____ Dataset excerpts

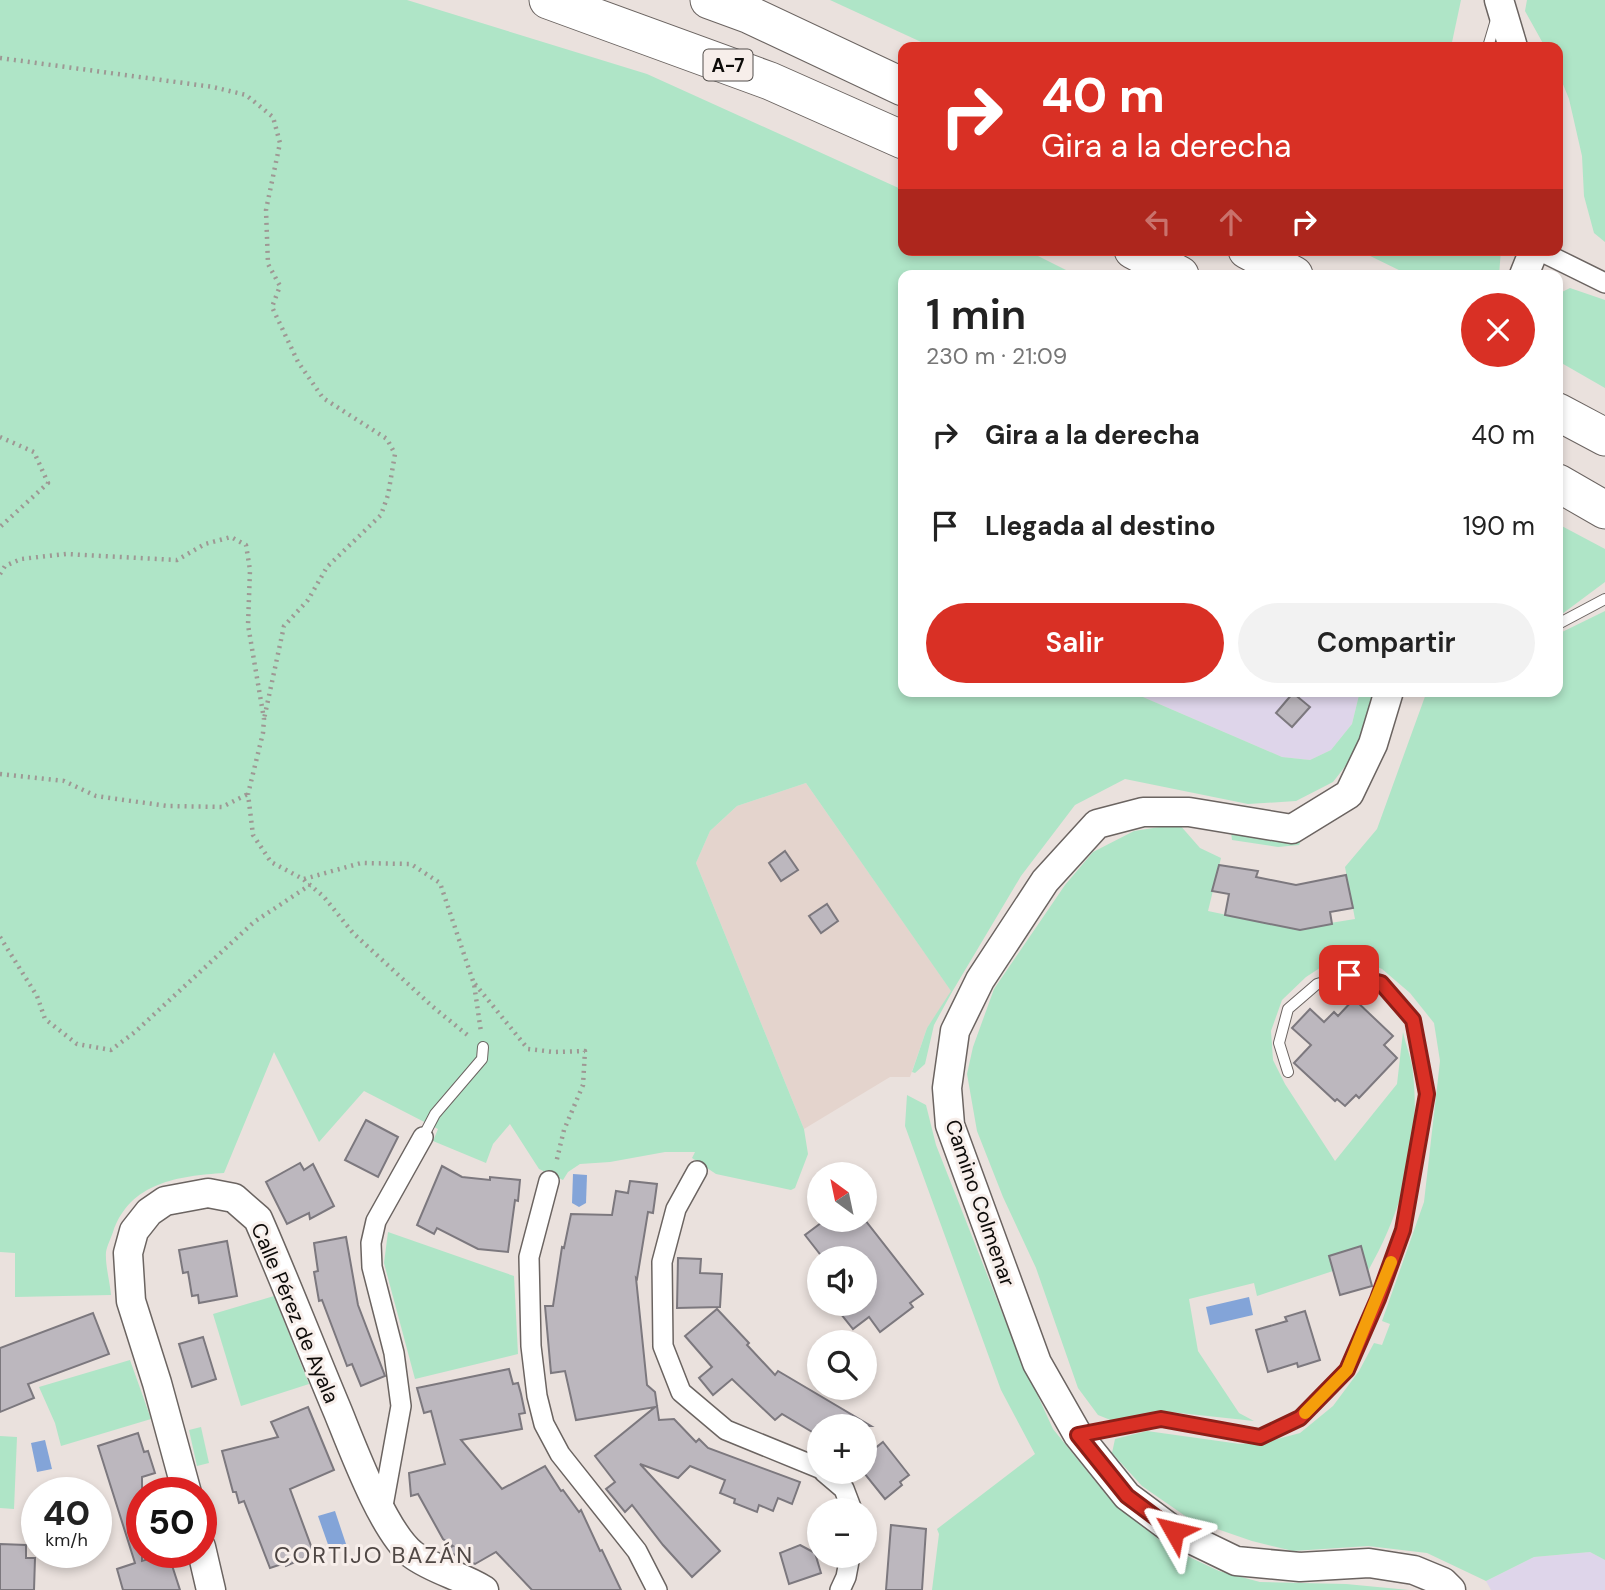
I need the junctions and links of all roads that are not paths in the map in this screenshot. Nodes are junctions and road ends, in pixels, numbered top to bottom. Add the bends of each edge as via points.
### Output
1 (548, 0) edge
2 (709, 0) edge
3 (1499, 3) edge
4 (1489, 42) edge
5 (1511, 42) edge
6 (898, 85) edge
7 (898, 138) edge
8 (1144, 256) edge
9 (1258, 256) edge
10 (1549, 256) edge
11 (1171, 270) edge
12 (1285, 270) edge
13 (1605, 282) edge
14 (1563, 415) edge
15 (1605, 437) edge
16 (1563, 486) edge
17 (1605, 510) edge
18 (1605, 599) edge
19 (1563, 621) edge
20 (1387, 697) edge
21 (483, 1047) road end
22 (1288, 1072) dead end
23 (423, 1137) joint
24 (697, 1171) dead end
25 (549, 1181) road end
26 (1078, 1435) junction
27 (807, 1463) edge
28 (183, 1477) edge
29 (382, 1511) junction
30 (206, 1568) edge
31 (848, 1568) edge
32 (211, 1590) edge
33 (484, 1590) edge
34 (657, 1590) edge
35 (840, 1590) edge
36 (1451, 1590) edge

1 - 7 highway, A-7 via 770,81
2 - 6 highway, A-7
3 - 4 lane
3 - 5 main road
8 - 11 highway
9 - 12 highway
10 - 13 street
14 - 15 highway
16 - 17 highway
18 - 19 lane
20 - 26 main road, Camino Colmenar via 1373,744 1349,794 1292,829 1189,812 1143,812 1097,824 1045,881 980,980 956,1031 947,1088 950,1125 1037,1363
21 - 23 lane via 482,1059 435,1114
22 - 26 lane via 1279,1043 1288,1009 1317,984 1349,975 1381,983 1413,1020 1427,1094 1403,1230 1347,1370 1300,1418 1260,1437 1161,1419
23 - 29 street via 376,1222 371,1242 372,1268 394,1353 401,1406
24 - 27 street via 676,1209 662,1262 663,1346 681,1392 726,1430
25 - 34 street via 529,1257 531,1346 544,1424 560,1454 637,1551
26 - 36 main road, Camino Colmenar via 1127,1496 1174,1531 1236,1561 1300,1567 1369,1563 1414,1570
28 - 29 main road, Calle Pérez de Ayala via 131,1301 128,1253 134,1231 149,1212 165,1201 208,1192 234,1198 257,1219
29 - 33 main road, Calle Pérez de Ayala via 413,1555
30 - 32 main road
31 - 35 street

________

Brief
If a line in the records holds the string "highway", count it, and give only the total.

Answer box
6